Eliminate File Sort for Fast Queries

When SQL performs queries sometimes it needs to break down the work into intermediate steps saving the result, in order to do further filtering. It seems counterintuitive but it’s often faster than if SQL were to do the join for each row 1 by 1. This is often the case with poorly indexed joins or inefficient layouts.

query-explain

When a query reaches a particular difficulty or size you will see Using index; Using temporary; Using filesort in the explain for the query. This can be particularly bad for large datasets where it can cause lots of disk IO. I’ve even seen it bring a server to its knees by exhausting the Amazon RDS IOPS credit.

Example

Consider the situation where we have users and tweets. We are trying to list the newest users with a tweet about a particular hash tag.

query-explain

create table user(
  id int primary key auto_increment,
  created datetime,
  index user_created (created)
);

create table tweet(
   id int primary key auto_increment,
   hash_tag varchar(255), -- only one per tweet
   user_id int not null,
   foreign key (user_id) references user(id),
   index tweet_1(hash_tag, user_id)
);

The query would be like this.

select u.* from user u
join tweet t on t.user_id = u.id
where t.hash_tag = @particular_hash_tag
order by u.created desc limit 10;

In this example we have 1 million users, 1 million tweets with 1000 hash tags, and an even distribution between them.

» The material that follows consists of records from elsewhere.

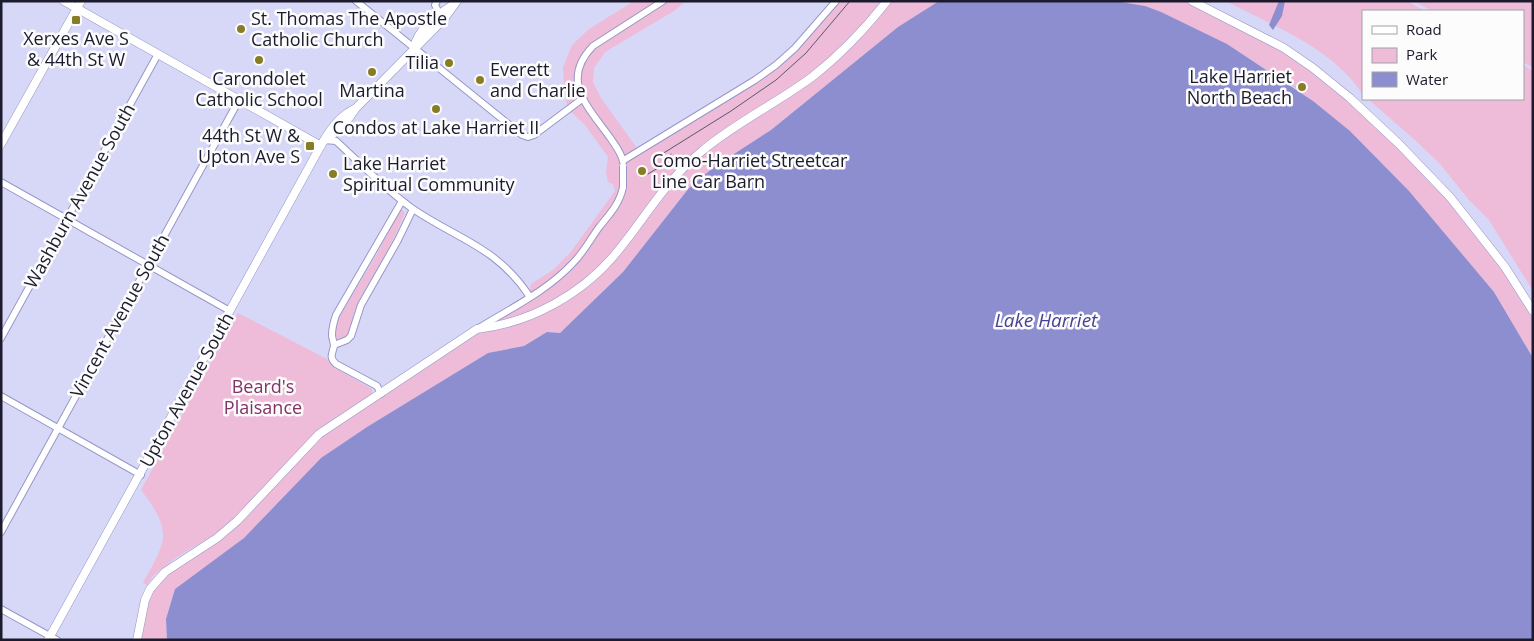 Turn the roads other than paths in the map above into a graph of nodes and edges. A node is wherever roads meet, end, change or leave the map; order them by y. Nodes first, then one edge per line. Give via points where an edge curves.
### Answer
1 (64, 1) edge
2 (356, 1) edge
3 (437, 1) edge
4 (457, 1) edge
5 (663, 1) edge
6 (836, 1) edge
7 (887, 1) edge
8 (1192, 1) edge
9 (79, 5) edge
10 (439, 13) junction
11 (414, 48) junction
12 (158, 54) junction
13 (582, 99) junction
14 (239, 100) junction
15 (323, 143) junction
16 (1, 144) edge
17 (623, 163) junction
18 (1, 182) edge
19 (402, 201) junction
20 (413, 209) junction
21 (67, 219) junction
22 (149, 265) junction
23 (530, 297) junction
24 (230, 311) junction
25 (1533, 311) edge
26 (477, 329) junction
27 (1, 338) edge
28 (334, 345) junction
29 (381, 394) junction
30 (1, 396) edge
31 (58, 428) junction
32 (141, 474) junction
33 (1, 532) edge
34 (1, 609) edge
35 (52, 639) edge
36 (137, 640) edge

1 - 9 street
2 - 11 street
3 - 10 street via 435,5
4 - 10 street
4 - 11 street via 444,19
5 - 13 street via 585,54 577,74
6 - 17 street via 795,48 769,70
7 - 26 street via 846,46 811,77 703,149 686,164 659,193 616,254 581,286 529,316
8 - 25 street via 1284,48 1362,110 1450,197 1505,268
9 - 12 street
9 - 16 street
10 - 11 street via 416,38
11 - 13 street via 528,137
11 - 15 street, Upton Avenue South
12 - 14 street
12 - 21 street, Washburn Avenue South
13 - 17 street via 620,152
14 - 15 street
14 - 22 street, Vincent Avenue South
15 - 19 street via 336,141
15 - 24 street, Upton Avenue South
17 - 23 street, bridge via 621,198 575,261 548,286
18 - 21 street
19 - 20 street
19 - 28 street via 336,315 332,328
20 - 23 street via 486,251 503,264
20 - 28 street via 360,305 351,336
21 - 22 street
21 - 27 street, Washburn Avenue South
22 - 24 street
22 - 31 street, Vincent Avenue South
23 - 26 street
24 - 32 street, Upton Avenue South
26 - 29 street
28 - 29 street via 331,359 377,386
29 - 36 street via 319,434 233,525 157,579 145,600
30 - 31 street
31 - 32 street
31 - 33 street, Vincent Avenue South
32 - 35 street, Upton Avenue South
34 - 35 street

In the explain for the query we see the plan has the dreaded Using index; Using temporary; Using filesort.

The Reason

This is because the data is being filtered on one side of the join and sorted on the other.. We only need the last 10 user but it needs to filter all of the tweets’s and join them to find out what to sort.

If we could have an index across both tables or have the filter and sort on the same table then we can get that sweet Backward index scan performance.

In some databases like Postgres you can use materialized views to achieve this. In others you need to change the data or change the query to make it easier for SQL.

By changing the data we need to copy the user.created field into the tweet table.

So we can write a query like this.

select u.* from user u
join tweet t on t.user_id = u.id
where t.hash_tag = @particular_hash_tag
order by t.created desc limit 10;

It is annoying that you need two copies of the created field. One way to keep the field up to date would be with triggers.

Luckily there is another property we can use to make the query easier. Because our database is using incrementing primary keys we can use the user_id as a proxy for created in the sort. Whats great about this, is that its already in the tweet table &indexed. So the filtering and sorting can be done quickly in one index.

For example

select u.* from user u
join tweet t on t.user_id = u.id
where t.hash_tag = @particular_hash_tag
order by t.user_id desc limit 10;

Now the optimized query can much faster. For this data set of 2 million rows, it goes from 20ms to 0.5ms, almost two orders of magnitude. In production systems I’ve seen the query go from minutes to a few milliseconds.